:: Task requirements ::
The entries are given below. Output each one unchanged.

:: Stored data entries ::
____________________

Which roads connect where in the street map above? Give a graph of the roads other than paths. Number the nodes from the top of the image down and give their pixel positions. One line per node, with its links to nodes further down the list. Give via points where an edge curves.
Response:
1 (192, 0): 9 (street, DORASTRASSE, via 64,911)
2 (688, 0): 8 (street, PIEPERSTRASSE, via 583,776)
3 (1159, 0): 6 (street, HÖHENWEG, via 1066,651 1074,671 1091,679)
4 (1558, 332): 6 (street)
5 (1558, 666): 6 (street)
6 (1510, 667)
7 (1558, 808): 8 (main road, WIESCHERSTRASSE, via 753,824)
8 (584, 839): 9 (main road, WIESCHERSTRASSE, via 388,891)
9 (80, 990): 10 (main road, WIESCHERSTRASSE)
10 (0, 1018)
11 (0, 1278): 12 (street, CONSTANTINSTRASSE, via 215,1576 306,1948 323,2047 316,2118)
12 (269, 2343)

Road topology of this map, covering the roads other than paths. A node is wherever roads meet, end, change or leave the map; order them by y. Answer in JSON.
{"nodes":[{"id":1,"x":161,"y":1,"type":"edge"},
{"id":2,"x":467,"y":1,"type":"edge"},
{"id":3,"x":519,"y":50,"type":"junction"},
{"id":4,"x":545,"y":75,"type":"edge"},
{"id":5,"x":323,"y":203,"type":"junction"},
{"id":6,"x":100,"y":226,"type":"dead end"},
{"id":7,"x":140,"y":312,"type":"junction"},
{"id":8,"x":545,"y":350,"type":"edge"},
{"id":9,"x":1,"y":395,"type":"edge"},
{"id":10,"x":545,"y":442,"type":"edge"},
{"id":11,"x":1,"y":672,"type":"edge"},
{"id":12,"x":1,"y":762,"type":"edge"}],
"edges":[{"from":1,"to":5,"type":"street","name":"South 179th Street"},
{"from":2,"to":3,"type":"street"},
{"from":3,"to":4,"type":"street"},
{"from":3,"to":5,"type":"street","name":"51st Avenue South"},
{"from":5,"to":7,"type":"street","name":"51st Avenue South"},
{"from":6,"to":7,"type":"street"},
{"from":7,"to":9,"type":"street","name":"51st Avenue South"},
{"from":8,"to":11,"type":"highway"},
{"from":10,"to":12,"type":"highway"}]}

____________________

:: Exercise response ::
Which roads connect where in the street map above? Give a graph of the roads other than paths. Number the nodes from the top of the image down and give their pixel positions. One line per node, with its links to nodes further down the list. Give via points where an edge curves.
Response:
1 (192, 0): 9 (street, DORASTRASSE, via 64,911)
2 (688, 0): 8 (street, PIEPERSTRASSE, via 583,776)
3 (1159, 0): 6 (street, HÖHENWEG, via 1066,651 1074,671 1091,679)
4 (1558, 332): 6 (street)
5 (1558, 666): 6 (street)
6 (1510, 667)
7 (1558, 808): 8 (main road, WIESCHERSTRASSE, via 753,824)
8 (584, 839): 9 (main road, WIESCHERSTRASSE, via 388,891)
9 (80, 990): 10 (main road, WIESCHERSTRASSE)
10 (0, 1018)
11 (0, 1278): 12 (street, CONSTANTINSTRASSE, via 215,1576 306,1948 323,2047 316,2118)
12 (269, 2343)

Road topology of this map, covering the roads other than paths. A node is wherever roads meet, end, change or leave the map; order them by y. Answer in JSON.
{"nodes":[{"id":1,"x":161,"y":1,"type":"edge"},
{"id":2,"x":467,"y":1,"type":"edge"},
{"id":3,"x":519,"y":50,"type":"junction"},
{"id":4,"x":545,"y":75,"type":"edge"},
{"id":5,"x":323,"y":203,"type":"junction"},
{"id":6,"x":100,"y":226,"type":"dead end"},
{"id":7,"x":140,"y":312,"type":"junction"},
{"id":8,"x":545,"y":350,"type":"edge"},
{"id":9,"x":1,"y":395,"type":"edge"},
{"id":10,"x":545,"y":442,"type":"edge"},
{"id":11,"x":1,"y":672,"type":"edge"},
{"id":12,"x":1,"y":762,"type":"edge"}],
"edges":[{"from":1,"to":5,"type":"street","name":"South 179th Street"},
{"from":2,"to":3,"type":"street"},
{"from":3,"to":4,"type":"street"},
{"from":3,"to":5,"type":"street","name":"51st Avenue South"},
{"from":5,"to":7,"type":"street","name":"51st Avenue South"},
{"from":6,"to":7,"type":"street"},
{"from":7,"to":9,"type":"street","name":"51st Avenue South"},
{"from":8,"to":11,"type":"highway"},
{"from":10,"to":12,"type":"highway"}]}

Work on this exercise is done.